One of the points in which I was especially interested was the “Jim Crow” regulations, that is, the system of separation of the races in street cars and railroad trains. Next to the question of Negro suffrage, I think the people of the North have heard more of the Jim Crow legislation than of anything else connected with the Negro problem. The street car is an excellent place for observing the points of human contact between the races, betraying as it does every shade of feeling upon the part of both. In almost no other relationship do the races come together, physically, on anything like a common footing. In their homes and in ordinary employment, they meet as master and servant; but in the street cars they touch as free citizens, each paying for the right to ride, the white not in a place of command, the Negro without an obligation of servitude. Street-car relationships are, therefore, symbolic of the new conditions. A few years ago the Negro came and went in the street cars in most cities and sat where he pleased, but gradually Jim Crow laws or local regulations were passed, forcing him into certain seats at the back of the car.
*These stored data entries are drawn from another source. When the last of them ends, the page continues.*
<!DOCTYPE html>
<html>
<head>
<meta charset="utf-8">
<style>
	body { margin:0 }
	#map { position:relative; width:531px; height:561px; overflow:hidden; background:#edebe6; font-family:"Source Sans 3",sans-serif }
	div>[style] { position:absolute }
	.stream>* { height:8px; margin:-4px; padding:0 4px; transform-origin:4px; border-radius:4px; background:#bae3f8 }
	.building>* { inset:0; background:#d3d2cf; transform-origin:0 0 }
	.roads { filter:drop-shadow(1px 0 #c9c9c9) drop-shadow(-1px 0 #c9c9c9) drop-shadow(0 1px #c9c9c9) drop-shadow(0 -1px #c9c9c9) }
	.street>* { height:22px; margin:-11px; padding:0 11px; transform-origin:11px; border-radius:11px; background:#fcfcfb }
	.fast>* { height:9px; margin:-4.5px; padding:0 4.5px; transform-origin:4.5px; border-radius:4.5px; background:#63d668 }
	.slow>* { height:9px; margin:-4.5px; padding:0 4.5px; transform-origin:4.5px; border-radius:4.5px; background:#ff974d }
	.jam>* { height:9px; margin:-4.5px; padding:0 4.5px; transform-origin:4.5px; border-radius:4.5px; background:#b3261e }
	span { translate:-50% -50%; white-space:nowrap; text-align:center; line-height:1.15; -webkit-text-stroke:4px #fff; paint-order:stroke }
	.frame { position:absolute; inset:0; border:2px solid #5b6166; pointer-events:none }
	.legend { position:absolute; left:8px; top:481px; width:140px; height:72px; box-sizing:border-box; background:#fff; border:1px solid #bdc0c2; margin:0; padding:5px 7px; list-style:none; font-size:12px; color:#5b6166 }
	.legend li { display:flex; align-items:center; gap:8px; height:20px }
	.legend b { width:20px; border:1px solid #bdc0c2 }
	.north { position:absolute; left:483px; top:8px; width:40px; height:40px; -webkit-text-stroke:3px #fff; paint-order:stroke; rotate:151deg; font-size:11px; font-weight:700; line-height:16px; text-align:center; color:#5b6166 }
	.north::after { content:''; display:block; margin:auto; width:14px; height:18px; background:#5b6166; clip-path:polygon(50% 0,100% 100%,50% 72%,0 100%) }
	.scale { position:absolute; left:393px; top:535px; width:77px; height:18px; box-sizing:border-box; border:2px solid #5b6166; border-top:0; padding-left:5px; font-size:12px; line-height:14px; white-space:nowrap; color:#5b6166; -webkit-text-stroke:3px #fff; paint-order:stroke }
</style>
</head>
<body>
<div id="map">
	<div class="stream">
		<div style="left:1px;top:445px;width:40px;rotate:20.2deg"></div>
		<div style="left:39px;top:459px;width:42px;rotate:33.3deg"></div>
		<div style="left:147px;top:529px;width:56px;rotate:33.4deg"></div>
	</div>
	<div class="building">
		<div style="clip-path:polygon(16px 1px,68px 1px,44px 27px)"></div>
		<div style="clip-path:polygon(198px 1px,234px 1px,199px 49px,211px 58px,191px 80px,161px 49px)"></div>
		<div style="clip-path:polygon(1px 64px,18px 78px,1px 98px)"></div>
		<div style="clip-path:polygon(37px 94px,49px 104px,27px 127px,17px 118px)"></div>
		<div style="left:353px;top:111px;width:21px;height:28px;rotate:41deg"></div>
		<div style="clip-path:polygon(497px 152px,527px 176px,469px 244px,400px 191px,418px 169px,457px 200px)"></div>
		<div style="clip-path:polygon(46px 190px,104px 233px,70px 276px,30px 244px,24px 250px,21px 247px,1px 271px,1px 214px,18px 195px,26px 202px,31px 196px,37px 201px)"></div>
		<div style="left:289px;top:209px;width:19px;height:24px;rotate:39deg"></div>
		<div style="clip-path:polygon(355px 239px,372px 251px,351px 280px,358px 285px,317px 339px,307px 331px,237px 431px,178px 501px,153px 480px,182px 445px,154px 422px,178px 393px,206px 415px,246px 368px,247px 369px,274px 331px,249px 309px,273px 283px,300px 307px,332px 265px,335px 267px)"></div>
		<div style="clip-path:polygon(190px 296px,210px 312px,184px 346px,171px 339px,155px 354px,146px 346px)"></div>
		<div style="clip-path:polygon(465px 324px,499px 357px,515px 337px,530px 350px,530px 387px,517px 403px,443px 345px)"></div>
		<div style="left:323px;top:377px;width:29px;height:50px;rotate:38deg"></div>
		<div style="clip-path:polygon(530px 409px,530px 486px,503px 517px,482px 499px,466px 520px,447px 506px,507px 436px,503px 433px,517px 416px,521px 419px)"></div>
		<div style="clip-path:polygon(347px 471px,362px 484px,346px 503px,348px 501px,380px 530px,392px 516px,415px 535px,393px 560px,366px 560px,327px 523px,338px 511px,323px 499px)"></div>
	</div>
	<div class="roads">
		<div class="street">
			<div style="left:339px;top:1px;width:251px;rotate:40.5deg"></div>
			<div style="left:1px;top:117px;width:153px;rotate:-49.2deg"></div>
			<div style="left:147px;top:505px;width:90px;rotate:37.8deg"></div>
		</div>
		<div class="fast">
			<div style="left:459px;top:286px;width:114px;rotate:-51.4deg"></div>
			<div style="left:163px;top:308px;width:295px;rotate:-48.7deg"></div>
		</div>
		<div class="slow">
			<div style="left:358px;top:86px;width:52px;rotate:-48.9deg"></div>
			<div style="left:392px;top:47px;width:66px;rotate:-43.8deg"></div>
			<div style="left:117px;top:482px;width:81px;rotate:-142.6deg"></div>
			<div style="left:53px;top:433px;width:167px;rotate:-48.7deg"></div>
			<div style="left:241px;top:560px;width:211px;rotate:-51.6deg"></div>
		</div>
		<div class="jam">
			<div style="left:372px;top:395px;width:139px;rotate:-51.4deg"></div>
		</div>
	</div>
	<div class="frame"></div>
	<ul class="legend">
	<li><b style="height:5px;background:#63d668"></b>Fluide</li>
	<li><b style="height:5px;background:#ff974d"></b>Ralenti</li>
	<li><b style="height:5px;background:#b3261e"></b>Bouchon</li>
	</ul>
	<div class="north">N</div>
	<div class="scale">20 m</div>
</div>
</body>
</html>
While I was in Atlanta, the newspapers reported two significant new developments in the policy of separation. In Savannah Jim Crow ordinances have gone into effect for the first time, causing violent protestations on the part of the Negroes and a refusal by many of them to use the cars at all. Montgomery, Ala., about the same time, went one step further and demanded, not separate seats in the same car, but entirely separate cars for whites and blacks. There could be no better visible evidence of the increasing separation of the races, and of the determination of the white man to make the Negro “keep his place,” than the evolution of the Jim Crow regulations.

I was curious to see how the system worked out in Atlanta. Over the door of each car, I found this sign:

WHITE PEOPLE WILL SEAT FROM FRONT OF CAR TOWARD
THE BACK AND COLORED PEOPLE FROM REAR TOWARD FRONT

Sure enough, I found the white people in front and the Negroes behind. As the sign indicates, there is no definite line of division between the white seats and the black seats, as in many other Southern cities. This very absence of a clear demarcation is significant of many relationships in the South. The colour line is drawn, but neither race knows just where it is. Indeed, it can hardly be definitely drawn in many relationships, because it is constantly changing. This uncertainty is a fertile source of friction and bitterness. The very first time I was on a car in Atlanta, I saw the conductor—all conductors are white—ask a Negro woman to get up and take a seat farther back in order to make a place for a white man. I have also seen white men requested to leave the Negro section of the car.

At one time, when I was on a car the conductor shouted: “Heh, you nigger, get back there,” which the Negro, who had taken a seat too far forward, proceeded hastily to do.

No other one point of race contact is so much and so bitterly discussed among the Negroes as the Jim Crow car. I don’t know how many Negroes replied to my question: “What is the chief cause of friction down here?” with a complaint of their treatment on street cars and in railroad trains.